Is there a similar threat here to that of the Tree in Eden? Humans know too much and think we know it all, put ourselves in the position God rightly occupies in our lives – and we, paradoxically, forget who we are as we seek to hold on to our identity. There is a danger in too much certainty; certainty, which is enticing, because life is unstable in so many ways.

So we understand the impulse of the people who settle in the land of Shinar. Change is hard and it is scary. And the people want to build a tower, a city, with bricks cement their way of life and resist change.

But to resist change is to act from a position of fear.

We understand the desire of the people to maintain their uniformity. Difference is hard to navigate, can be unsettling.

To resist difference is to act from a position of fear.

God, in this story, seems concerned by the guiding force of fear to which the people are aligning themselves.

Sameness will not lead to their growth, and not to grow is not to live.

God’s dream for humanity, as for all creation, is for life! Full. Rich. Life.

And life – thriving, vital, life – needs diversity. Even I, as a relatively ignorant amateur gardener, understand that every healthy ecosystem contains rich diversity, for balanced, sustained, life.

It is one, whole and complete and together a system.

And it contains all the different things like bacteria and plants and soil and birds and bugs and worms, and uses sun and rain and seasons for activity and rest, for birthing new life and receiving the nourishment of what has died.

Because death is part of life. Because plants feed bugs and bees pollenate plants and worms till the soil for healthy roots. Because rest moves us as much as activity does. Because one cannot thrive without other/s. It is the design of our Creator. Oneness is not sameness, is not uniformity. Our oneness requires, if it is to thrive, and each one within it, diversity. Paradoxically – and how unusual for God, right? – oneness is diversity.

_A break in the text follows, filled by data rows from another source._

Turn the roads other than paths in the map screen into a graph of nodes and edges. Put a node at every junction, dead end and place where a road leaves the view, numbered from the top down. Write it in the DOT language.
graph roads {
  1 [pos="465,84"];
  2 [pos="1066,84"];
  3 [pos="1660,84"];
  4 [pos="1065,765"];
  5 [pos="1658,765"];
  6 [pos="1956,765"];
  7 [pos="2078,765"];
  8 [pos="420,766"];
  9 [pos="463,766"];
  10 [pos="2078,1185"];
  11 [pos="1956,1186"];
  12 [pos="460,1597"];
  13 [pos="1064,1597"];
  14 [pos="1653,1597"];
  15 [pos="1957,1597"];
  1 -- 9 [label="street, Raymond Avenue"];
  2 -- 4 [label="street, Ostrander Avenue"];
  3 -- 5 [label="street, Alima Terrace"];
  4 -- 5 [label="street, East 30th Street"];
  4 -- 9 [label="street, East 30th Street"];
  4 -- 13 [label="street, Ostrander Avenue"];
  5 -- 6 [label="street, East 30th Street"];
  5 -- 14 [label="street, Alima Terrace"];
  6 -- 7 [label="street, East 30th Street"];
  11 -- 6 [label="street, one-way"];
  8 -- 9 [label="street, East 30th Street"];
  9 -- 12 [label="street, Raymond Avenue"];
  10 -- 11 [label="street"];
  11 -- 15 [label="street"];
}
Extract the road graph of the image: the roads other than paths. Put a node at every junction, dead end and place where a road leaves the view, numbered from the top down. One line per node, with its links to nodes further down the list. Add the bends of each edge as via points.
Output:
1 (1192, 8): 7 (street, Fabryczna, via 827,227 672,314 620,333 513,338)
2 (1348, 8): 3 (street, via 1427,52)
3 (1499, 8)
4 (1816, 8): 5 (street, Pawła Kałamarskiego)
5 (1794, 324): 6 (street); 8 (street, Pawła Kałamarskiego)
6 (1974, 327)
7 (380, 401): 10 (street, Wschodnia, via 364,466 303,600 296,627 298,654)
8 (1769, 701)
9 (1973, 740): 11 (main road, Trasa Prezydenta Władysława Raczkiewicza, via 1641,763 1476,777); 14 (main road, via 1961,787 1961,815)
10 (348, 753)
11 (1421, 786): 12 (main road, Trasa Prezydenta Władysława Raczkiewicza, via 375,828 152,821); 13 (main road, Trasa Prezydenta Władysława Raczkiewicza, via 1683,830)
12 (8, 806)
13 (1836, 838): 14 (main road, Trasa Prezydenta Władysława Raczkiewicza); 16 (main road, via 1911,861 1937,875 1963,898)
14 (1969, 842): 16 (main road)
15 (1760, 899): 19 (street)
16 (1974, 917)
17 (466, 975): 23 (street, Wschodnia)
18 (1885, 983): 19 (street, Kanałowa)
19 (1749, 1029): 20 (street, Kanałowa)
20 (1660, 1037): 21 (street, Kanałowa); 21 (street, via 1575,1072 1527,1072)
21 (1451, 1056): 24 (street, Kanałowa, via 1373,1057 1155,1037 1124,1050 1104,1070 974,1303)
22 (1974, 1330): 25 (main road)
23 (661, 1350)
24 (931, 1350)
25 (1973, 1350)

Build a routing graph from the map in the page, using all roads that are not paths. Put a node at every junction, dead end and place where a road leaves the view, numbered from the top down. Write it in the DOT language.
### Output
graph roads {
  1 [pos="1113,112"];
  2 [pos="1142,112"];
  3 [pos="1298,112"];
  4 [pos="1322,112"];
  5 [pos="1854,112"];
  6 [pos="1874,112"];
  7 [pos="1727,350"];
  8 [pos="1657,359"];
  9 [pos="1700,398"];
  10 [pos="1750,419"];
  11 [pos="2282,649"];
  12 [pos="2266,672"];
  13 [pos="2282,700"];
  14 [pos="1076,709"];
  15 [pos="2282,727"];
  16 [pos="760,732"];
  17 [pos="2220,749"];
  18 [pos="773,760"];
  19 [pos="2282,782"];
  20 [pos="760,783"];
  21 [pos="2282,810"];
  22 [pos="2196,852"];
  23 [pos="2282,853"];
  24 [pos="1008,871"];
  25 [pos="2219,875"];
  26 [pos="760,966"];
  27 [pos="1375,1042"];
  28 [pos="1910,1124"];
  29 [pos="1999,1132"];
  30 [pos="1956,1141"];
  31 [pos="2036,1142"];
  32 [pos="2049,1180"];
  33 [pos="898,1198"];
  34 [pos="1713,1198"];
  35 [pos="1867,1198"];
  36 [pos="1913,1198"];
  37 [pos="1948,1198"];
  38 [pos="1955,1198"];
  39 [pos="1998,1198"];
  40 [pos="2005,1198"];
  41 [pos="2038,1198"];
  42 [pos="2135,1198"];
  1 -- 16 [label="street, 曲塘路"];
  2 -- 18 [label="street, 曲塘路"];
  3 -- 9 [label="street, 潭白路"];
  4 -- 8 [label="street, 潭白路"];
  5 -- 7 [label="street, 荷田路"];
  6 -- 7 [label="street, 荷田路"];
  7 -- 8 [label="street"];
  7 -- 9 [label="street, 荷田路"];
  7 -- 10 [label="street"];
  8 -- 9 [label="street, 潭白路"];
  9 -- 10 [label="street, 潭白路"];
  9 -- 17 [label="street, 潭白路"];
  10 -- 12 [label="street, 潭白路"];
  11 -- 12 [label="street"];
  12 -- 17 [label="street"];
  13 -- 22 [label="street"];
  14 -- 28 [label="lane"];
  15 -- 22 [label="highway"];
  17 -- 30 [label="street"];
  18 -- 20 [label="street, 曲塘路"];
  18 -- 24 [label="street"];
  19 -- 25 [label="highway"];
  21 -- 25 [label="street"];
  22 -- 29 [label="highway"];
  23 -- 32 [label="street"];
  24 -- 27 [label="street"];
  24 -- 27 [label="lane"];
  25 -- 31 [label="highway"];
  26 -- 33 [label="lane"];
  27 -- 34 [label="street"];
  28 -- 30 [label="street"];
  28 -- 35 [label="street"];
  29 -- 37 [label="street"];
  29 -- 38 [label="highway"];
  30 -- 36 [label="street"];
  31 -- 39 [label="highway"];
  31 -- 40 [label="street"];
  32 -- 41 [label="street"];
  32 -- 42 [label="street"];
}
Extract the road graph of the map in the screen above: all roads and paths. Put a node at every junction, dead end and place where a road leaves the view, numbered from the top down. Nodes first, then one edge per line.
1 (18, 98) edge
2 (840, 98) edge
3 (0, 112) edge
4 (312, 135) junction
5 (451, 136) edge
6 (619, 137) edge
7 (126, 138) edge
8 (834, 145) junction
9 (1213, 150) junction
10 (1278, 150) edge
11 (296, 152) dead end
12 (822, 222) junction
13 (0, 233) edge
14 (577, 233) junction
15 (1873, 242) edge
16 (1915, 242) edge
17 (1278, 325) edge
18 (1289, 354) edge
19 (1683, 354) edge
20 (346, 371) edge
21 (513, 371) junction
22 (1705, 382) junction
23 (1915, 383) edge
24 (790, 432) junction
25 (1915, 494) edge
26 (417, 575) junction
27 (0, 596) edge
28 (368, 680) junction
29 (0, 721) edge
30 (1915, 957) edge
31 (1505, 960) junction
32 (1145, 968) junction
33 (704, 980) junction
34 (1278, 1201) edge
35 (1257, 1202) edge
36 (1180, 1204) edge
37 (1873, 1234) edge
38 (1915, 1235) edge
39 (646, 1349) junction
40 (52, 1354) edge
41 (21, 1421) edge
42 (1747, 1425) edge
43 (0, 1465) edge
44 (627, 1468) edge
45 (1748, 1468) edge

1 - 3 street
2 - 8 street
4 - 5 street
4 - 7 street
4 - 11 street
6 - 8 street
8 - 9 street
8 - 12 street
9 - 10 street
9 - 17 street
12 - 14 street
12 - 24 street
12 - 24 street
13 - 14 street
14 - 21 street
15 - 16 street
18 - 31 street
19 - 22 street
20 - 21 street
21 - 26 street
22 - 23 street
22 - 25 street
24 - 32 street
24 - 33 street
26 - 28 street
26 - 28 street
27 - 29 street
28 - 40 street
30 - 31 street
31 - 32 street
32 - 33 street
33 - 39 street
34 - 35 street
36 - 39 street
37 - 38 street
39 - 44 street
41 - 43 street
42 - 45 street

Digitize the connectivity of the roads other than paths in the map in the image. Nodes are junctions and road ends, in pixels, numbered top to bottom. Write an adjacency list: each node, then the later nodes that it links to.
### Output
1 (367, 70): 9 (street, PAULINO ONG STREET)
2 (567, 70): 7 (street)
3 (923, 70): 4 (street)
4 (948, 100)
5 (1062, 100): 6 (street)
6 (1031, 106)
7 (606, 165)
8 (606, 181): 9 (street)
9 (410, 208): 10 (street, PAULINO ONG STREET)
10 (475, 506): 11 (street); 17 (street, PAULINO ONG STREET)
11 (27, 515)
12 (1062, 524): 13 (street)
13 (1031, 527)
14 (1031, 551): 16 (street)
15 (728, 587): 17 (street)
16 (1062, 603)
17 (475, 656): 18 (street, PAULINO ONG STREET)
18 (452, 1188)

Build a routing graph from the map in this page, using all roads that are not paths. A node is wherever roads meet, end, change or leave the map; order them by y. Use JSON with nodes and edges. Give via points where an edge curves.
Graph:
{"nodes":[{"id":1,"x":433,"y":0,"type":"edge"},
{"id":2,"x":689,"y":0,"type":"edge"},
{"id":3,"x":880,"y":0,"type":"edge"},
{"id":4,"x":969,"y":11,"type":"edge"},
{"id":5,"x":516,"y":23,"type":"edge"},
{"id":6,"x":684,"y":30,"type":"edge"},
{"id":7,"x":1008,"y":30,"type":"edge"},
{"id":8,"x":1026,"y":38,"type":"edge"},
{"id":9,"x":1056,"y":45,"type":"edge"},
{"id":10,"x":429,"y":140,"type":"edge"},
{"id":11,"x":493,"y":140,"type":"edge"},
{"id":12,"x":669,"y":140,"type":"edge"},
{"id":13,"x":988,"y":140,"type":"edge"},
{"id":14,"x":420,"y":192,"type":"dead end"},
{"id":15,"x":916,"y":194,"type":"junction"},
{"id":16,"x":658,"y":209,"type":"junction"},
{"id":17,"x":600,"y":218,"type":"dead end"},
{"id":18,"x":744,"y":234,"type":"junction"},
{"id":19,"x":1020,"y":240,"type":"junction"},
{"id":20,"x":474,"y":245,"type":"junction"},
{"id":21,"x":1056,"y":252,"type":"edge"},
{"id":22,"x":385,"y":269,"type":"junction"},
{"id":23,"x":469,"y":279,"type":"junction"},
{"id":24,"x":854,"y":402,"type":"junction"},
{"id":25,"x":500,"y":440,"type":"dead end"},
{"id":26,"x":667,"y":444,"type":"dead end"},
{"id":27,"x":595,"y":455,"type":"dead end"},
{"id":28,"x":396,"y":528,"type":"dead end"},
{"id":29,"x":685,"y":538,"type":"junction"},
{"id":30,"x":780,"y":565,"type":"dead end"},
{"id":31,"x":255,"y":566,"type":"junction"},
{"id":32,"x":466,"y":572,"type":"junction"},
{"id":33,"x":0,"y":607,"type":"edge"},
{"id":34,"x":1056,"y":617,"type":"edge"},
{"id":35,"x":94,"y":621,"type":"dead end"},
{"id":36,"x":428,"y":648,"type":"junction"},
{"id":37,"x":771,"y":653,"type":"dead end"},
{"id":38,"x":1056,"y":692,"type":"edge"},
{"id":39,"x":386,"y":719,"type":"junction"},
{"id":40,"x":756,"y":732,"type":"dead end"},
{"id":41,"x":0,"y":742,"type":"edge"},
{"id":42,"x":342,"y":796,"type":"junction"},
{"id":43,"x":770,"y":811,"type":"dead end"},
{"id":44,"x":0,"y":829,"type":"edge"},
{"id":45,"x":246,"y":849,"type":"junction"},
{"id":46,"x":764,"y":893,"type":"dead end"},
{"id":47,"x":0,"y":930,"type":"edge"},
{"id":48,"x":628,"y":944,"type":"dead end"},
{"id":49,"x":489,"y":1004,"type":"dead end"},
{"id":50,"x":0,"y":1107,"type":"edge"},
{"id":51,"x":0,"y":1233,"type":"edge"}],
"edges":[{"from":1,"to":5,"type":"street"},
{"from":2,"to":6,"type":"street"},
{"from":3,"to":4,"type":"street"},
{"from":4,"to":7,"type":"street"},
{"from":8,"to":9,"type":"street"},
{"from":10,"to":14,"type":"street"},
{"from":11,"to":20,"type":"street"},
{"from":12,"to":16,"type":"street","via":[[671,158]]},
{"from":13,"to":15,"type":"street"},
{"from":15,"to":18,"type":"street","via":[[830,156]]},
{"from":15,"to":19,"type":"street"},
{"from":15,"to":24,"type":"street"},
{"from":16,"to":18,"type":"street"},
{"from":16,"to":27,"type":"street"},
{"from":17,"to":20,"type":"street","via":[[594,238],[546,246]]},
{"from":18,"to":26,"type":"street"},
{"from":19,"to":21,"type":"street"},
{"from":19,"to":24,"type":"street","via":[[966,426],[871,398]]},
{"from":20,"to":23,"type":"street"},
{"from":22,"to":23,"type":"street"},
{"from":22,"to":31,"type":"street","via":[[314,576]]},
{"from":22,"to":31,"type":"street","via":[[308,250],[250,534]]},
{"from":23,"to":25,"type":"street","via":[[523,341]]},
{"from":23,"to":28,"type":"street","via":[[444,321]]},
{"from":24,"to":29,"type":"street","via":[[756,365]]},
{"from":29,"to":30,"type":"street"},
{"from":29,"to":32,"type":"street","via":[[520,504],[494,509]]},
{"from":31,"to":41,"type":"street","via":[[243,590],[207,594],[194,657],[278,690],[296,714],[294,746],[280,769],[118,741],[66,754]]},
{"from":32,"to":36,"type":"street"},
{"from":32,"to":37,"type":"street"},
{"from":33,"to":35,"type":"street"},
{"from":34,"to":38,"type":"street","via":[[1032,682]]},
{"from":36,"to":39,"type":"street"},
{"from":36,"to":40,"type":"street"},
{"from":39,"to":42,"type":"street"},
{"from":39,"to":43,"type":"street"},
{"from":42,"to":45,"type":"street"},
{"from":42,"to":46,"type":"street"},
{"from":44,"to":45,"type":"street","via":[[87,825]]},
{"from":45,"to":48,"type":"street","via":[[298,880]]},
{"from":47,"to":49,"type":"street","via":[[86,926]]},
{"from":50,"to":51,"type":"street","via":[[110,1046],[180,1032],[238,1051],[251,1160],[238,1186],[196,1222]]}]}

When Paul speaks of Spirit, it is of the One Spirit into which each individual follower of Christ is baptised. And it is one Spirit that encompasses the followers of Moses, also, as the wrestling of his letter to Rome hopes. Whatever Christ’s coming means, Holy One is as Holy One has ever been, and that is faithful, steadfast, committed to covenants made with Holy One’s people.

I have been away from SA for 7 ½ years. Three of those years were spent doing a PhD in Edinburgh, Scotland, in which I developed a new method for interpreting the Bible. To test my Embodied Performance Approach, I used Romans. I learnt it – abridged, but the breadth of the letter from Chapter 1 to 16, performed it (spoke it by heart with an audience) and reflected on how my emotions, physicality, and audience shaped the meaning I found in the letter for its reception today.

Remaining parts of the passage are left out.